* _Problem statement_: Return all of the data verbatim, dropping any picture.
(Data to examine)
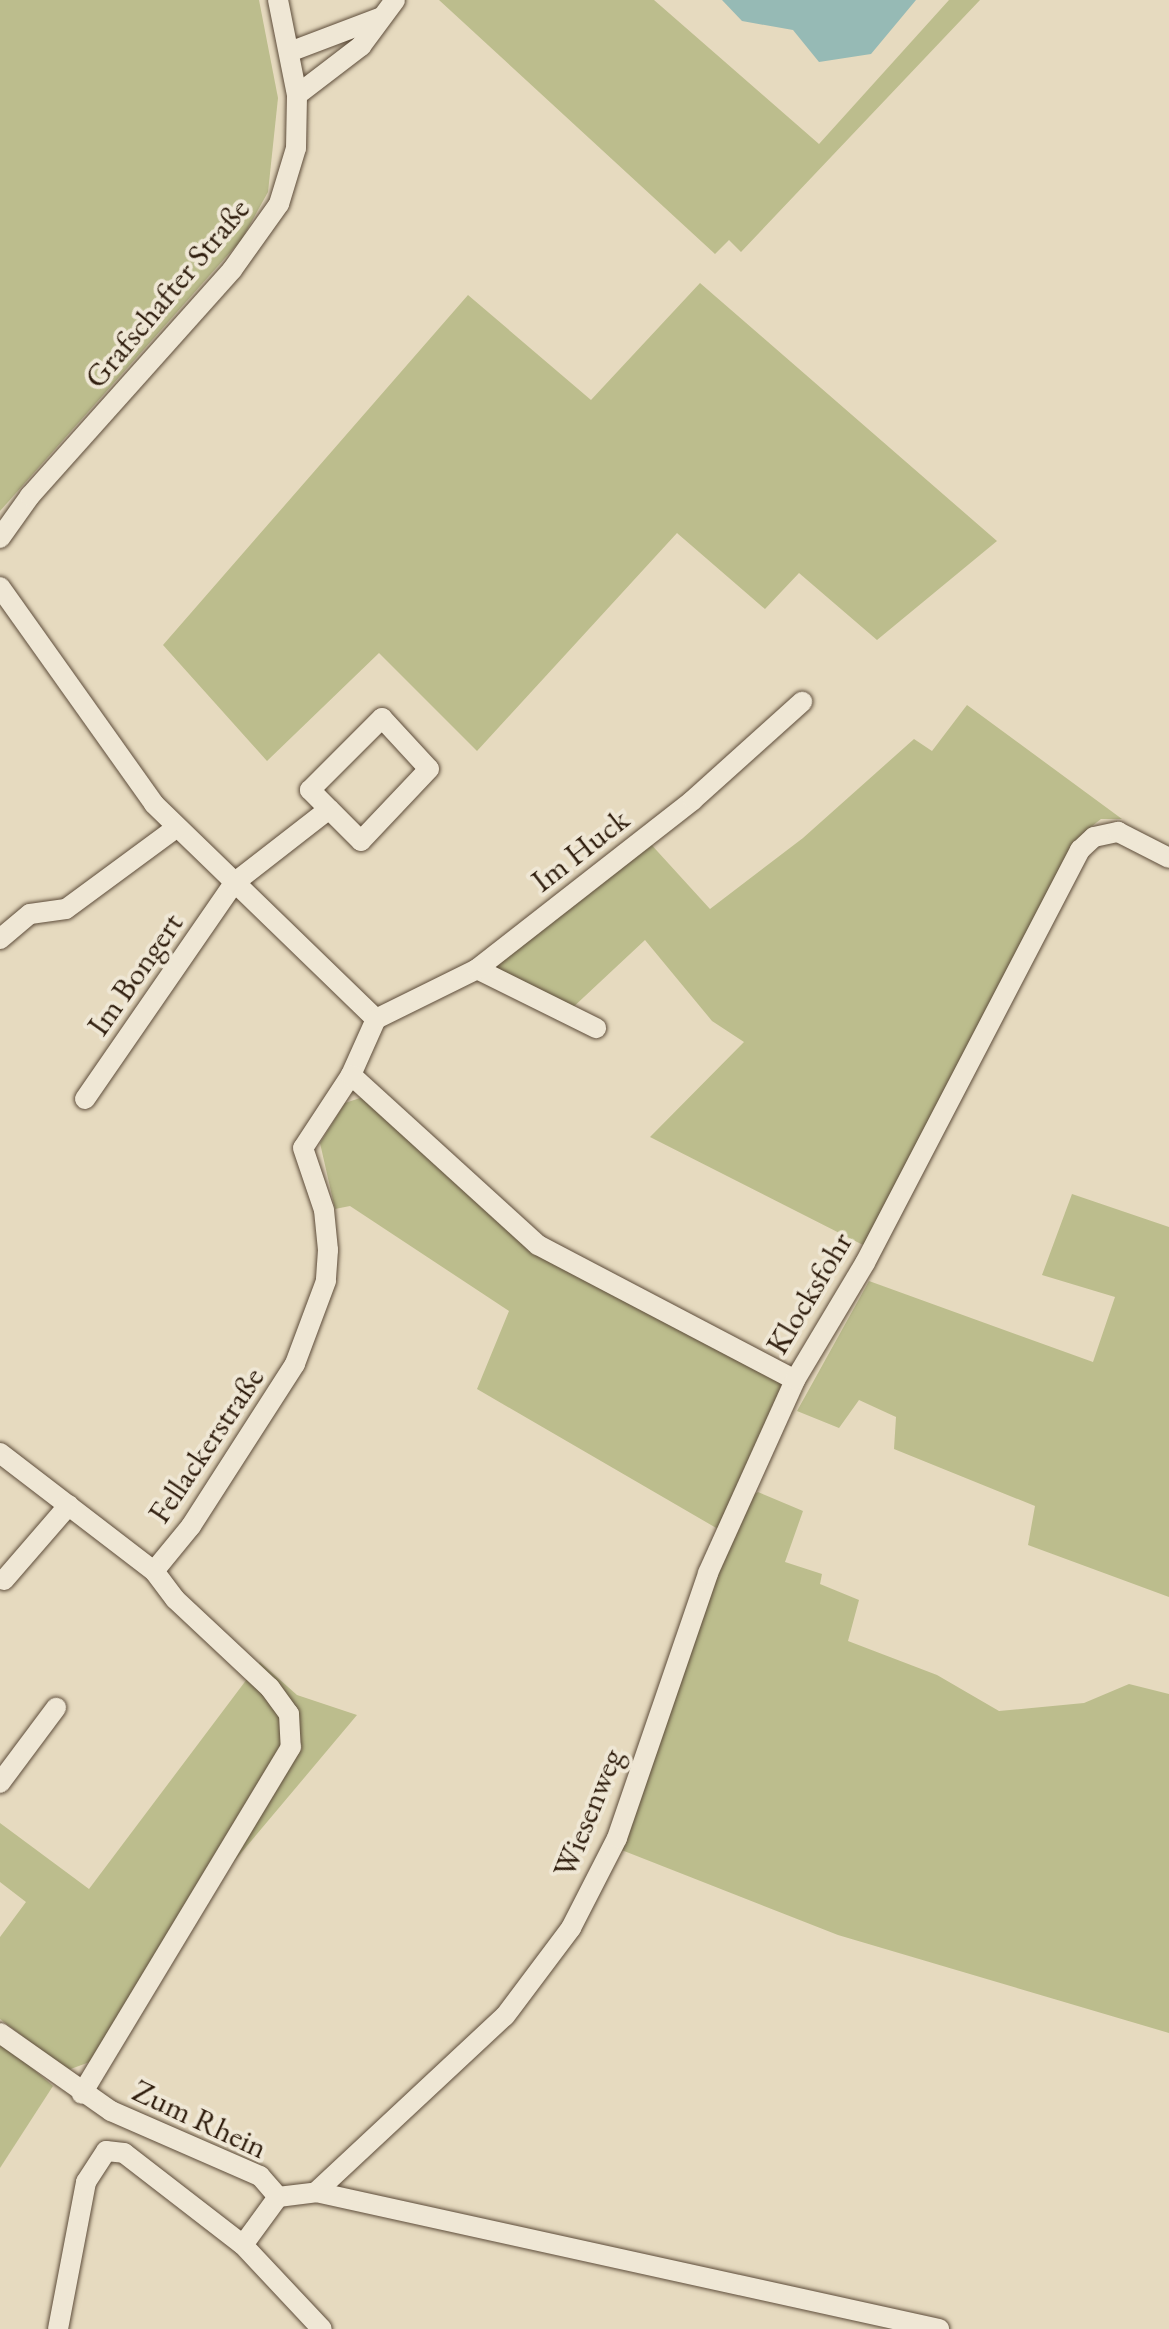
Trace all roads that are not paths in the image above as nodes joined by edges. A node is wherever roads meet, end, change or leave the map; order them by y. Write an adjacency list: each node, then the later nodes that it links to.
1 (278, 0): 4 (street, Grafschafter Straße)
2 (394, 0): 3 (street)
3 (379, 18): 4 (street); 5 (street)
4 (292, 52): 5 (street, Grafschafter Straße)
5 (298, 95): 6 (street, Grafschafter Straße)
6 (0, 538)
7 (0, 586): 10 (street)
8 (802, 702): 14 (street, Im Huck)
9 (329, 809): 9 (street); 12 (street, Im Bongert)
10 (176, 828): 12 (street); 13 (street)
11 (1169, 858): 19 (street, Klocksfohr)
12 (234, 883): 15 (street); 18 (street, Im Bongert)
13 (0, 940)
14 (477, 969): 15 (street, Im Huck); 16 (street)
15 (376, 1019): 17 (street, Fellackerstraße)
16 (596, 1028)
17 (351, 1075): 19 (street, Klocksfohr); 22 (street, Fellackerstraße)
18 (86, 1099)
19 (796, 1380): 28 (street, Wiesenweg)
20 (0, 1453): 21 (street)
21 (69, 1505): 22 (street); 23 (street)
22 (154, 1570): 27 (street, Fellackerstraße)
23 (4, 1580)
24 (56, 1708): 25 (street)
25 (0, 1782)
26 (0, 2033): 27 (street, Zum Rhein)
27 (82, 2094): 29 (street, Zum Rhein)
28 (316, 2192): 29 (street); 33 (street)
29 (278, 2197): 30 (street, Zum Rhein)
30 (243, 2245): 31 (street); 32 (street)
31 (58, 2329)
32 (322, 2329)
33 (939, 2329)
(End Data to examine)
* _Expected answer_:
Trace all roads that are not paths in the image above as nodes joined by edges. A node is wherever roads meet, end, change or leave the map; order them by y. Write an adjacency list: each node, then the later nodes that it links to.
1 (278, 0): 4 (street, Grafschafter Straße)
2 (394, 0): 3 (street)
3 (379, 18): 4 (street); 5 (street)
4 (292, 52): 5 (street, Grafschafter Straße)
5 (298, 95): 6 (street, Grafschafter Straße)
6 (0, 538)
7 (0, 586): 10 (street)
8 (802, 702): 14 (street, Im Huck)
9 (329, 809): 9 (street); 12 (street, Im Bongert)
10 (176, 828): 12 (street); 13 (street)
11 (1169, 858): 19 (street, Klocksfohr)
12 (234, 883): 15 (street); 18 (street, Im Bongert)
13 (0, 940)
14 (477, 969): 15 (street, Im Huck); 16 (street)
15 (376, 1019): 17 (street, Fellackerstraße)
16 (596, 1028)
17 (351, 1075): 19 (street, Klocksfohr); 22 (street, Fellackerstraße)
18 (86, 1099)
19 (796, 1380): 28 (street, Wiesenweg)
20 (0, 1453): 21 (street)
21 (69, 1505): 22 (street); 23 (street)
22 (154, 1570): 27 (street, Fellackerstraße)
23 (4, 1580)
24 (56, 1708): 25 (street)
25 (0, 1782)
26 (0, 2033): 27 (street, Zum Rhein)
27 (82, 2094): 29 (street, Zum Rhein)
28 (316, 2192): 29 (street); 33 (street)
29 (278, 2197): 30 (street, Zum Rhein)
30 (243, 2245): 31 (street); 32 (street)
31 (58, 2329)
32 (322, 2329)
33 (939, 2329)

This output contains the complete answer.